Although Mr. Spinale only pled guilty to one count of bribery, he stated during his plea allocation that "[o]n the other dates in the Indictment, I paid Mr. Cashin $100 per inspection to influence the outcome of the report." (Plea Tr. at 11th unnumbered page). While this statement may not have the same collateral estoppel effect as his guilty plea, Mr. Spinale's admission that he paid money to gain an advantageous report shows that his own actions, not the Inspector Defendants' "extortion," caused his injuries (i.e., loss of the bribe money). Mr. Spinale also asserts vaguely that "[a]dditionally, other inspectors engaged in coercion and extortion in order to obtain money from [him]." (Compl. ¶ 70 n. 2). If, indeed, Mr. Spinale was "forced" to pay bribes to other inspectors without intending to receive or actually receiving a benefit, he may be able to make out a RICO claim. The plaintiffs should therefore be allowed to replead, consistent with their obligations under Rule 11 of the Federal Rules of Civil Procedure, only those allegations relating to bribes paid to the Inspector Defendants not mentioned in Mr. Spinale's indictment.

It is possible to read the Complaint as alleging that Mr. Spinale's guilty plea does not bar his claim because the bribes he paid were extorted from him by the Inspector Defendants. Even were Mr. Spinale to assert a sufficient factual basis for an extortion defense — a question that need not be reached in deciding this motion — he still would not be entitled to have his conviction vacated. This is because by pleading guilty, Mr. Spinale "waived all . . . non-jurisdictional defenses and cannot raise them now by collateral attack." LaMaqna v. United States, 646 F.2d 775, 778 (2d Cir. 1981); see also United States v. Coffin, 76 F.3d 494, 496 (2d Cir. 1996). Therefore, so long as Mr.
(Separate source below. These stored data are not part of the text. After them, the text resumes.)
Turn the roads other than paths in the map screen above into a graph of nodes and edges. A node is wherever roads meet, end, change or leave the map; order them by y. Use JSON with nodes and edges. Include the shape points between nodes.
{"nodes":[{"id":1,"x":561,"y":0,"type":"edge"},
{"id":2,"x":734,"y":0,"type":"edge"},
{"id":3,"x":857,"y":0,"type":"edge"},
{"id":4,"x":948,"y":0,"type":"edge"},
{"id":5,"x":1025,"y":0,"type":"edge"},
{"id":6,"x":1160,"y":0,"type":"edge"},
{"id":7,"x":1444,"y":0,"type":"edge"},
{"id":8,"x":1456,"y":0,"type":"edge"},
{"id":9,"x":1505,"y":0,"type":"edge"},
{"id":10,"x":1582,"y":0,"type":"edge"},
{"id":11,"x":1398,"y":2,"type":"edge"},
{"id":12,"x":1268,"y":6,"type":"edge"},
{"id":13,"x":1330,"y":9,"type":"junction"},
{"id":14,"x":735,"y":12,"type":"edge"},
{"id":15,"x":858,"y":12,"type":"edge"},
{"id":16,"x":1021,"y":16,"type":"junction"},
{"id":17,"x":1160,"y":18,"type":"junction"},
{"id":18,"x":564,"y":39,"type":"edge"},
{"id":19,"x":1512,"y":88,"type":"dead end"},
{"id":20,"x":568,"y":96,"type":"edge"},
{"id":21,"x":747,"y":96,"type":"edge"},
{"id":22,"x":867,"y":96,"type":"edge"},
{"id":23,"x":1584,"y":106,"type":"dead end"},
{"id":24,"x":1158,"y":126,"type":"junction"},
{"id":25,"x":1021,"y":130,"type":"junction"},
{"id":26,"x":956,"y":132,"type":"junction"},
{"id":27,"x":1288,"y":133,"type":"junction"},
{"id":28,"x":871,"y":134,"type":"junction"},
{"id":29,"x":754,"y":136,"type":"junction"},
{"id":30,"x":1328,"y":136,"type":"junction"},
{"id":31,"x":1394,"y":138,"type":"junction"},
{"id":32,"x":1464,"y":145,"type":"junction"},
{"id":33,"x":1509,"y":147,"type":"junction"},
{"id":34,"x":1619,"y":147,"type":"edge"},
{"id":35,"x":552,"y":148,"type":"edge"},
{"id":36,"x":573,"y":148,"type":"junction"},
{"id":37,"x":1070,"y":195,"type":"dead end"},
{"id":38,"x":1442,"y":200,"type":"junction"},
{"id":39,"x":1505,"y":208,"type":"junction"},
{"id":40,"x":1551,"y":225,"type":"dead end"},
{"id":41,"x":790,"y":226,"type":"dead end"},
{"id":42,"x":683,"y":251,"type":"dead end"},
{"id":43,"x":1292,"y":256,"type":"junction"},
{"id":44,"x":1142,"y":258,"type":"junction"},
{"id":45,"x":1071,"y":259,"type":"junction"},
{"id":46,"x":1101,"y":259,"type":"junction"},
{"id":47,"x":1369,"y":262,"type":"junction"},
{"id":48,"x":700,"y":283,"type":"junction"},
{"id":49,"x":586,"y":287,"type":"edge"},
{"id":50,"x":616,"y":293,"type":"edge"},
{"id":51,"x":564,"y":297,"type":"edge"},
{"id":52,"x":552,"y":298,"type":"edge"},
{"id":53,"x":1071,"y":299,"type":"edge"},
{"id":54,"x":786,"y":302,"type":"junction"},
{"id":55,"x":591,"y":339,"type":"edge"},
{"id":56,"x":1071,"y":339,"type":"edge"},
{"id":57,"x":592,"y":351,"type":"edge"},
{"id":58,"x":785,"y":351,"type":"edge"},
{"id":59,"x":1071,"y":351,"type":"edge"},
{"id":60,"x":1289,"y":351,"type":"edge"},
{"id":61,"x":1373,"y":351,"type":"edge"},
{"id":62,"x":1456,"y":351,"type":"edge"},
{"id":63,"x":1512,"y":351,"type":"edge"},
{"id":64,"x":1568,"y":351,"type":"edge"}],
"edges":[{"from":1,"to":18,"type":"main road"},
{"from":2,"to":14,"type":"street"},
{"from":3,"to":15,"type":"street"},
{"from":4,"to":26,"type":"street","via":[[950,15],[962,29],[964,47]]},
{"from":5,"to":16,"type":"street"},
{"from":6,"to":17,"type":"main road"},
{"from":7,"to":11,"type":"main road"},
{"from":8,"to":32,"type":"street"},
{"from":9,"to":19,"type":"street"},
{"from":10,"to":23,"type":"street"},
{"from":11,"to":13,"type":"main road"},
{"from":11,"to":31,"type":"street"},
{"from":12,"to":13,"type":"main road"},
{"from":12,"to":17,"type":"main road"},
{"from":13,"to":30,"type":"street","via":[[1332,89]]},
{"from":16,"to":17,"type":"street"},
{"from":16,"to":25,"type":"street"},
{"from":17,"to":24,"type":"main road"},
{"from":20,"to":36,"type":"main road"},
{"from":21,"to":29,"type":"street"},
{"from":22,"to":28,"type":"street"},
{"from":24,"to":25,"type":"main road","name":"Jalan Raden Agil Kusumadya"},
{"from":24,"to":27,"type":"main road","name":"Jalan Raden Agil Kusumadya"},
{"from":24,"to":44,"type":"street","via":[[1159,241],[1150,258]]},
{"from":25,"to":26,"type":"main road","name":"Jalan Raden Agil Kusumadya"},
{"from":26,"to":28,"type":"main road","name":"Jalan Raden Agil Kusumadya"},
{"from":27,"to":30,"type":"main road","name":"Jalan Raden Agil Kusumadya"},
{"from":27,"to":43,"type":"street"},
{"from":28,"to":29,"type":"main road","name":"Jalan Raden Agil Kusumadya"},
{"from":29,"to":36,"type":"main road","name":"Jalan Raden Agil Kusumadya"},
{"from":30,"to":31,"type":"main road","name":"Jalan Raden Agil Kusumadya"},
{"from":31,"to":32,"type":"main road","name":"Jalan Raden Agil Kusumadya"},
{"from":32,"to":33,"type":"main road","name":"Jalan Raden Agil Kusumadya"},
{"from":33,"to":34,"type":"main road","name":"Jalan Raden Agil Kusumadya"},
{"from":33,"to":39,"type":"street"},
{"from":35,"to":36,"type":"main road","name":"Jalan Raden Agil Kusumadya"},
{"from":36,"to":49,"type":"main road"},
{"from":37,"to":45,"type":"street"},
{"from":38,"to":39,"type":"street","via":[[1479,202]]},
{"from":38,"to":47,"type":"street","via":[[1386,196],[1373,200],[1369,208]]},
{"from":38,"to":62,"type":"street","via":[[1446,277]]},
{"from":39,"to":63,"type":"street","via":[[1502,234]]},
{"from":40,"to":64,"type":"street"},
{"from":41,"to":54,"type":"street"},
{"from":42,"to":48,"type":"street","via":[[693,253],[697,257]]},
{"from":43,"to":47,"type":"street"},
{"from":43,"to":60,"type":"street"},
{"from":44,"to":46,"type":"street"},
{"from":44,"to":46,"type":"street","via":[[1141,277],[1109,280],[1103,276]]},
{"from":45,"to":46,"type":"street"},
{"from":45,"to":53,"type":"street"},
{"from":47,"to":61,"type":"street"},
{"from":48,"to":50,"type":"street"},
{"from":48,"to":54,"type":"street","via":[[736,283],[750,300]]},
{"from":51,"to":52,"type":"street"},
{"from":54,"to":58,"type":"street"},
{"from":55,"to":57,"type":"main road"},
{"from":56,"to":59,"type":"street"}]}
Spinale's guilty plea represented a voluntary and intelligent choice, United States v. Muench, 694 F.2d 28, 34 (2d Cir. 1982), he has waived the right to assert an extortion defense.

Mr. Spinale has never questioned the voluntariness of his plea in the context of his criminal proceeding. He has never brought a formal motion challenging his plea pursuant to 28 U.S.C. § 2255. Because the damages he is now claiming would require findings that are directly contrary to facts set forth in his plea, they cannot be awarded. There is thus no basis upon which Mr. Spinale can now claim a RICO injury based on bribes he admitted to giving to the Inspector Defendants.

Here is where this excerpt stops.